Thanks but the 'not exists' won't be possible 'coz the tables are not on the same Database

I forgot to mention in my initial post that theTGT and SRC tables are on different Databases/Servers .
Su
Participant
Posts: 13
Joined: Thu Sep 26, 2002 7:16 am

Post by Su »

Also wanted to mention that we do not want to use Dblinks.

I am not sure if PX lets you use dblinks..
1stpoint
Participant
Posts: 165
Joined: Thu Nov 13, 2003 2:10 pm
Contact:

Idea

Post by 1stpoint »

Yes if the tables are on physically separate DB's then a hash file is the solution.

With PX, you lose the capability of using hash files.

Are you re-creating the entire hashfile every time you run?

It seems like your bottleneck is in the hash file rebuild

Why don't you not clear the hash file and simply update it (using UV stage).
kcbland
Participant
Posts: 5208
Joined: Wed Jan 15, 2003 8:56 am
Location: Lutz, FL
Contact:

Post by kcbland »

Just load a work table of the keys from the source into your target instance. That should be obscenely easy and fast. Then, using parallel DML you can execute the DELETE FROM TGT WHERE TGT.KEY NOT IN (SELECT KEY FROM YOURWORKTABLE). Avoid spanning instances with dblinks.
Kenneth Bland

Rank: Sempai
Belt: First degree black
Fight name: Captain Hook
Signature knockout: right upper cut followed by left hook
Signature submission: Crucifix combined with leg triangle
Su
Participant
Posts: 13
Joined: Thu Sep 26, 2002 7:16 am

Post by Su »

1stpoint and Kenneth,

Thanks for your replies.

I will check if I am rebuilding the hashfile every time.

Also, worktables was the first thing I thought of but creating worktables/temp tables is something our Admins frown upon and is only to be done if everthing else fails.

I did create a job in PX with just a change_capture stage going to a target Oracle stage where I do the logical delete (update TGT set delete_flag = 'Y' where key_col = etc) . It seems to work as I set only the 'Drop Output for Delete' to False and everything else to True.

-Surekha
kcbland
Participant
Posts: 5208
Joined: Wed Jan 15, 2003 8:56 am
Location: Lutz, FL
Contact:

Post by kcbland »

If speed is important then a parallel query based delete from a work table of keys is the fastest method for mass deleting.
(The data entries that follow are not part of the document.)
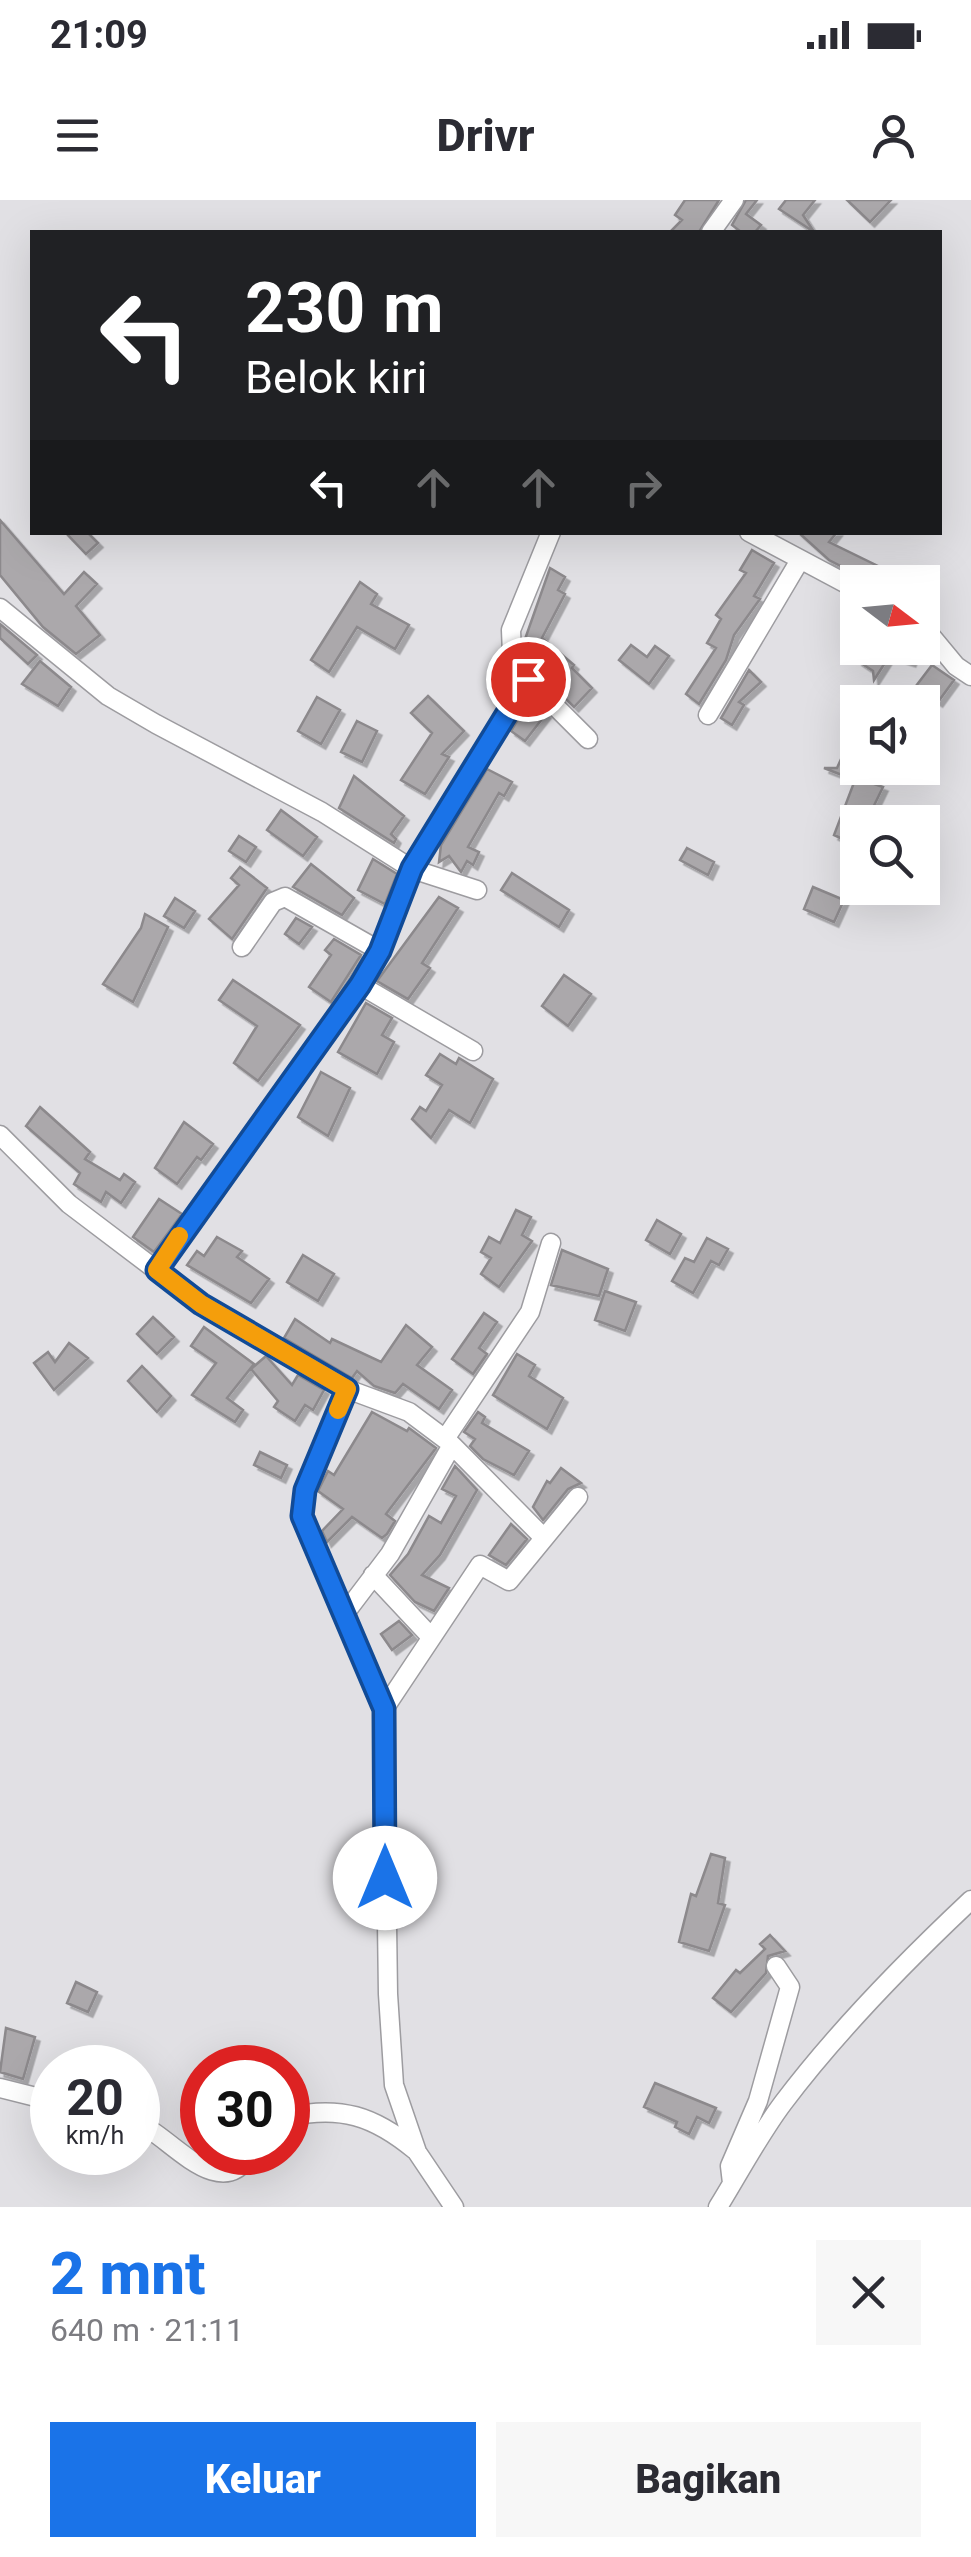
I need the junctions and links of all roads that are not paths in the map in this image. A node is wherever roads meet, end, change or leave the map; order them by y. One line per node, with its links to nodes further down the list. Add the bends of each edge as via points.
1 (734, 200): 2 (street)
2 (712, 230)
3 (551, 535): 10 (street, via 511,630 512,654)
4 (754, 535): 5 (street)
5 (800, 560): 6 (street); 11 (street)
6 (840, 581)
7 (0, 608): 13 (street, via 108,696)
8 (940, 647): 9 (street)
9 (971, 676)
10 (528, 679): 12 (street); 13 (street)
11 (708, 715)
12 (588, 739)
13 (412, 868): 14 (street); 16 (street)
14 (478, 890)
15 (242, 947): 16 (street, via 273,902 286,897)
16 (380, 951): 17 (street)
17 (360, 985): 18 (street); 21 (street)
18 (472, 1051)
19 (0, 1135): 21 (street, via 69,1204)
20 (551, 1243): 23 (street, via 530,1312)
21 (157, 1270): 22 (street, via 201,1304)
22 (347, 1389): 23 (street, via 409,1412); 27 (street, via 302,1503)
23 (448, 1442): 25 (street); 26 (street, via 418,1508)
24 (578, 1497): 25 (street)
25 (542, 1536): 28 (street, via 509,1581 480,1565)
26 (374, 1575): 27 (street); 28 (street)
27 (346, 1612): 29 (street)
28 (431, 1637): 29 (street)
29 (384, 1709): 36 (street, via 394,2085)
30 (971, 1900): 38 (street, via 805,2076)
31 (776, 1966): 38 (street, via 790,1986 758,2101 730,2166)
32 (0, 2088): 33 (street)
33 (30, 2096)
34 (310, 2111): 36 (street, via 366,2116)
35 (160, 2135): 37 (street)
36 (418, 2152): 39 (street)
37 (180, 2153)
38 (732, 2184): 40 (street)
39 (454, 2207)
40 (718, 2207)

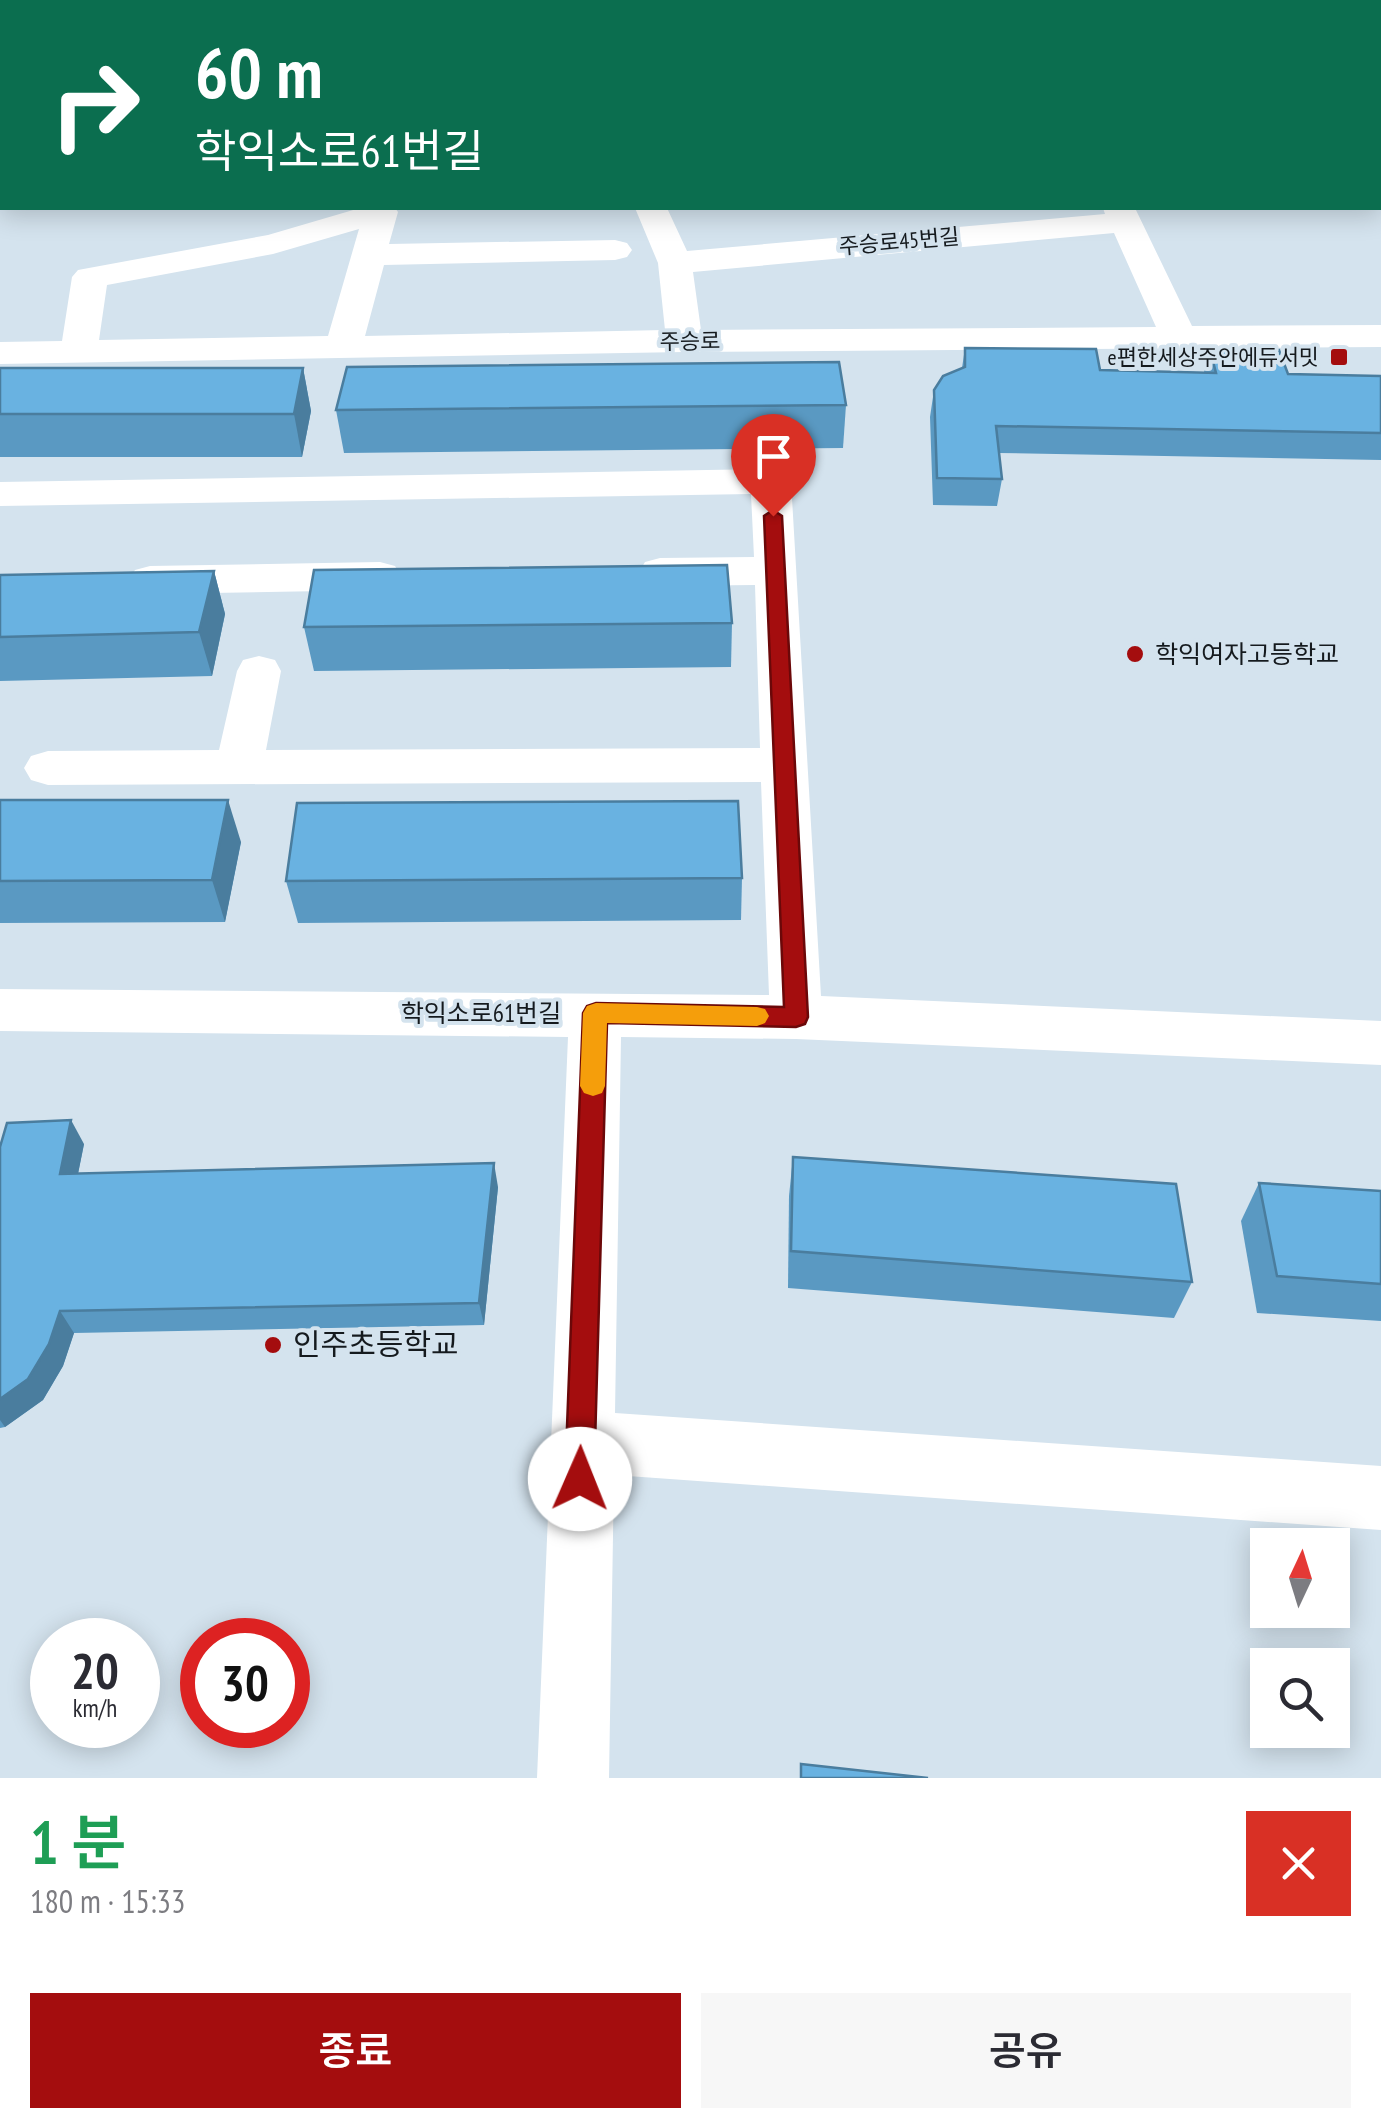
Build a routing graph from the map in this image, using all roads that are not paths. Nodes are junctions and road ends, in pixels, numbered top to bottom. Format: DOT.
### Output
graph roads {
  1 [pos="382,210"];
  2 [pos="652,210"];
  3 [pos="857,210"];
  4 [pos="1121,215"];
  5 [pos="873,243"];
  6 [pos="615,250"];
  7 [pos="369,255"];
  8 [pos="675,263"];
  9 [pos="1178,336"];
  10 [pos="1381,336"];
  11 [pos="684,341"];
  12 [pos="343,349"];
  13 [pos="79,352"];
  14 [pos="0,353"];
  15 [pos="0,494"];
  16 [pos="773,570"];
  17 [pos="614,573"];
  18 [pos="416,576"];
  19 [pos="119,580"];
  20 [pos="259,671"];
  21 [pos="784,764"];
  22 [pos="239,767"];
  23 [pos="48,768"];
  24 [pos="0,1010"];
  25 [pos="596,1013"];
  26 [pos="796,1017"];
  27 [pos="1381,1043"];
  28 [pos="580,1442"];
  29 [pos="1381,1498"];
  30 [pos="573,1778"];
  1 -- 7 [label="street"];
  1 -- 13 [label="street"];
  2 -- 8 [label="street"];
  3 -- 5 [label="street"];
  4 -- 5 [label="street, 주승로45번길"];
  4 -- 9 [label="street, 주승로45번길"];
  5 -- 8 [label="street, 주승로45번길"];
  6 -- 7 [label="street"];
  7 -- 12 [label="street"];
  8 -- 11 [label="street"];
  9 -- 10 [label="street, 주승로"];
  9 -- 11 [label="street, 주승로"];
  11 -- 12 [label="street, 주승로"];
  12 -- 13 [label="street, 주승로"];
  13 -- 14 [label="street, 주승로"];
  15 -- 21 [label="street"];
  16 -- 17 [label="street"];
  18 -- 19 [label="street"];
  20 -- 22 [label="street"];
  21 -- 22 [label="street"];
  21 -- 26 [label="street"];
  22 -- 23 [label="street"];
  24 -- 25 [label="street, 학익소로61번길"];
  25 -- 26 [label="street, 학익소로61번길"];
  25 -- 28 [label="street"];
  26 -- 27 [label="street, 학익소로61번길"];
  28 -- 29 [label="street"];
  28 -- 30 [label="street"];
}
If you have a singlethreaded process handing keys one at a time to the database to delete, you wait while each key is found in the table and deleted.

If the table is partitioned, and you don't supply a column that helps the optimizer identify the partition (partition pruning) you will hit every partition and it will be slower. You're going to have to keep issues like this in mind when deleting data. You may have to put more information into the DELETE statement to assist the database.
Kenneth Bland

Rank: Sempai
Belt: First degree black
Fight name: Captain Hook
Signature knockout: right upper cut followed by left hook
Signature submission: Crucifix combined with leg triangle
1stpoint
Participant
Posts: 165
Joined: Thu Nov 13, 2003 2:10 pm
Contact:

huh

Post by 1stpoint »

Ken,
He is UPDATING (logical delete), not updating so partitioning would be defeatist here. I do like the worktable idea as well. You can also trim down your hash file to just the key columns.
Teej
Participant
Posts: 677
Joined: Fri Aug 08, 2003 9:26 am
Location: USA

Re: Need to create a job that does logical deletes (update)

Post by Teej »

Su wrote:DataStage Version = 6 with PX
O/S - AIX 5

Hi,
We have a requirement where we basically need to do a logical delete of records from a target table (say table TGT) where records don't exist in a Source table (Table SRC).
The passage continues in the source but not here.